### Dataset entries
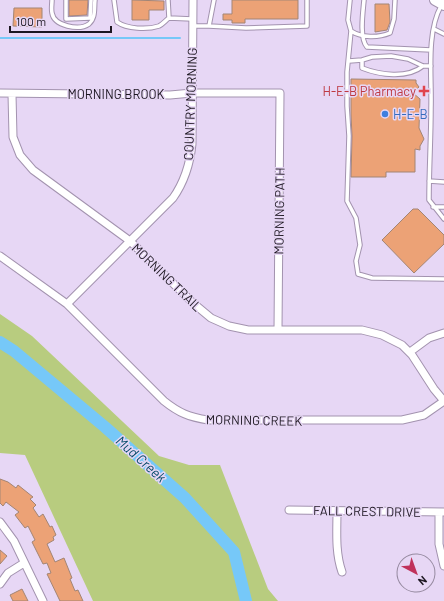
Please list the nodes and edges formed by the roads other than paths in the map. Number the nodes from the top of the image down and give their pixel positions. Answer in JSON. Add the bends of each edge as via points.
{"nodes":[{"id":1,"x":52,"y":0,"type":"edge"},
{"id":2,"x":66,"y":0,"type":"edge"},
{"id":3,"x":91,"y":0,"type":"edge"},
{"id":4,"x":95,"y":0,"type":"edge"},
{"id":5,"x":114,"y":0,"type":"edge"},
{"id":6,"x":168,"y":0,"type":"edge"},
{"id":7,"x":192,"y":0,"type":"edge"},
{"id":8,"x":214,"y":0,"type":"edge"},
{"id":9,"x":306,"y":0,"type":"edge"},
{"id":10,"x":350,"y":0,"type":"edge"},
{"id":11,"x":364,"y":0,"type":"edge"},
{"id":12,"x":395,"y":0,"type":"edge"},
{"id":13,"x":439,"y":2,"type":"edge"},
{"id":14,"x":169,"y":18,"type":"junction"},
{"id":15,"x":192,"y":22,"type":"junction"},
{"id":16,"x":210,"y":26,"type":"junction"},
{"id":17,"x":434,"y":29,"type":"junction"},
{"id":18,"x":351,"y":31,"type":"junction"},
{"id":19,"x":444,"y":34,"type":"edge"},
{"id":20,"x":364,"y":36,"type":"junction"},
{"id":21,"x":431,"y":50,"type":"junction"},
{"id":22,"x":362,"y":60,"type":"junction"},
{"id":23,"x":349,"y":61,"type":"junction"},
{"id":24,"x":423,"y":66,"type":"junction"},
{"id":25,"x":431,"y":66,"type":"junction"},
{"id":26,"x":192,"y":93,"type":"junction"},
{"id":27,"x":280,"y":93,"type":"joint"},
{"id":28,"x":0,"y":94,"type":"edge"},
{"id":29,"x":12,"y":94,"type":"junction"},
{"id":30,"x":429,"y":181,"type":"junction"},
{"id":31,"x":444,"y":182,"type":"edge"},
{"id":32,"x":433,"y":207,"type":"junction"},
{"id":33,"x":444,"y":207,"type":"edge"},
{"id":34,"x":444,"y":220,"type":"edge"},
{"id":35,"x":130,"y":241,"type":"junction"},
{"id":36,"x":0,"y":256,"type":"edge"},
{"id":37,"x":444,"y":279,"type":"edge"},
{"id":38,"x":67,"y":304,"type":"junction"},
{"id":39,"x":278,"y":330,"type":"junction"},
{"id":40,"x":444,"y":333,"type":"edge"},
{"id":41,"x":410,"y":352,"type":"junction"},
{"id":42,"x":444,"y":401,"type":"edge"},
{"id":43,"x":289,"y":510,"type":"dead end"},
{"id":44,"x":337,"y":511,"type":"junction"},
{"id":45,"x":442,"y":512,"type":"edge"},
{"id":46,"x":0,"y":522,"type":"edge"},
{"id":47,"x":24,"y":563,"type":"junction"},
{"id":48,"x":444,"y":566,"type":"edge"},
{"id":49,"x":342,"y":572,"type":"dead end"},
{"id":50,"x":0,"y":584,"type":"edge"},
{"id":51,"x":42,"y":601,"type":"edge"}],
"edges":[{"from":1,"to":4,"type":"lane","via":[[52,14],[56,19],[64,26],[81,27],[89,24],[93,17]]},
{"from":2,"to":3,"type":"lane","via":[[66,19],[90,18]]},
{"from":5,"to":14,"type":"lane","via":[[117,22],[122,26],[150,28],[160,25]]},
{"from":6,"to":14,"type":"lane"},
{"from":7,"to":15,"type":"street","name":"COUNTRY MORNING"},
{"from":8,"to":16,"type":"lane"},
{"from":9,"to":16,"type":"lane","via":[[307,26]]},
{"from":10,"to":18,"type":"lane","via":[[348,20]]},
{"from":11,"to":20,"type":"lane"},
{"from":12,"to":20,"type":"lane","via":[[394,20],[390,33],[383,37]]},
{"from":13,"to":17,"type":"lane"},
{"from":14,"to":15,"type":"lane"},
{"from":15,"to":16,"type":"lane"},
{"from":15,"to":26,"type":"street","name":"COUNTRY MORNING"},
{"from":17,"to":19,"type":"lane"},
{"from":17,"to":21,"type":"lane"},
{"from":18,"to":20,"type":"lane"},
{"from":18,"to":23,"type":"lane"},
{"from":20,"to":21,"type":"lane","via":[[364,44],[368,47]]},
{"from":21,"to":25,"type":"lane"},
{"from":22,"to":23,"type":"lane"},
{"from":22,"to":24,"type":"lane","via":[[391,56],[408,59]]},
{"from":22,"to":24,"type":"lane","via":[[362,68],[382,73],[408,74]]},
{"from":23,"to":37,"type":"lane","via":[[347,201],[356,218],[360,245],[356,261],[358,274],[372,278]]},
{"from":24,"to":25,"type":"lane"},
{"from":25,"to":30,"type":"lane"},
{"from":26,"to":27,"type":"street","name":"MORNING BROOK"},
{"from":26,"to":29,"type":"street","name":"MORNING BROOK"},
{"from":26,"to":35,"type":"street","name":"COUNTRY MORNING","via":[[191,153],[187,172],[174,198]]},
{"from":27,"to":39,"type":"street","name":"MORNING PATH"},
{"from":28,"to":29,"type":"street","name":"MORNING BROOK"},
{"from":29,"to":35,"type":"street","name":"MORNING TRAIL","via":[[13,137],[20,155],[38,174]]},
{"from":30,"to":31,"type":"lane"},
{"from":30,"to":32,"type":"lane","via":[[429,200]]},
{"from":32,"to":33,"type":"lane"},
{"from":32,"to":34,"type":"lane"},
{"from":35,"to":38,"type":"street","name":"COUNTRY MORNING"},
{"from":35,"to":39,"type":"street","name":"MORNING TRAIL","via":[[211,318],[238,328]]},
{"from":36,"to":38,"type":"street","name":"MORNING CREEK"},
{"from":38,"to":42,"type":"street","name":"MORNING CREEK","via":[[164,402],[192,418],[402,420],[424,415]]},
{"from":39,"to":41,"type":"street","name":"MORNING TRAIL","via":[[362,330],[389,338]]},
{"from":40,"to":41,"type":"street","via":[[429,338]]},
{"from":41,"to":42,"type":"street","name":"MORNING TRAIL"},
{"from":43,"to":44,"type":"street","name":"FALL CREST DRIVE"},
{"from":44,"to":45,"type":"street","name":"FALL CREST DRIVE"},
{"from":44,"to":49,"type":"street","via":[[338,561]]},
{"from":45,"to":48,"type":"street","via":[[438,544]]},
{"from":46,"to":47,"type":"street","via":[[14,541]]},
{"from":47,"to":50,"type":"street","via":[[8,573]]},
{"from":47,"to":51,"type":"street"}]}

### Work request
The string "CREST" marks the lines to copy; report each of them from the data above.

### Exercise response
{"from":43,"to":44,"type":"street","name":"FALL CREST DRIVE"},
{"from":44,"to":45,"type":"street","name":"FALL CREST DRIVE"},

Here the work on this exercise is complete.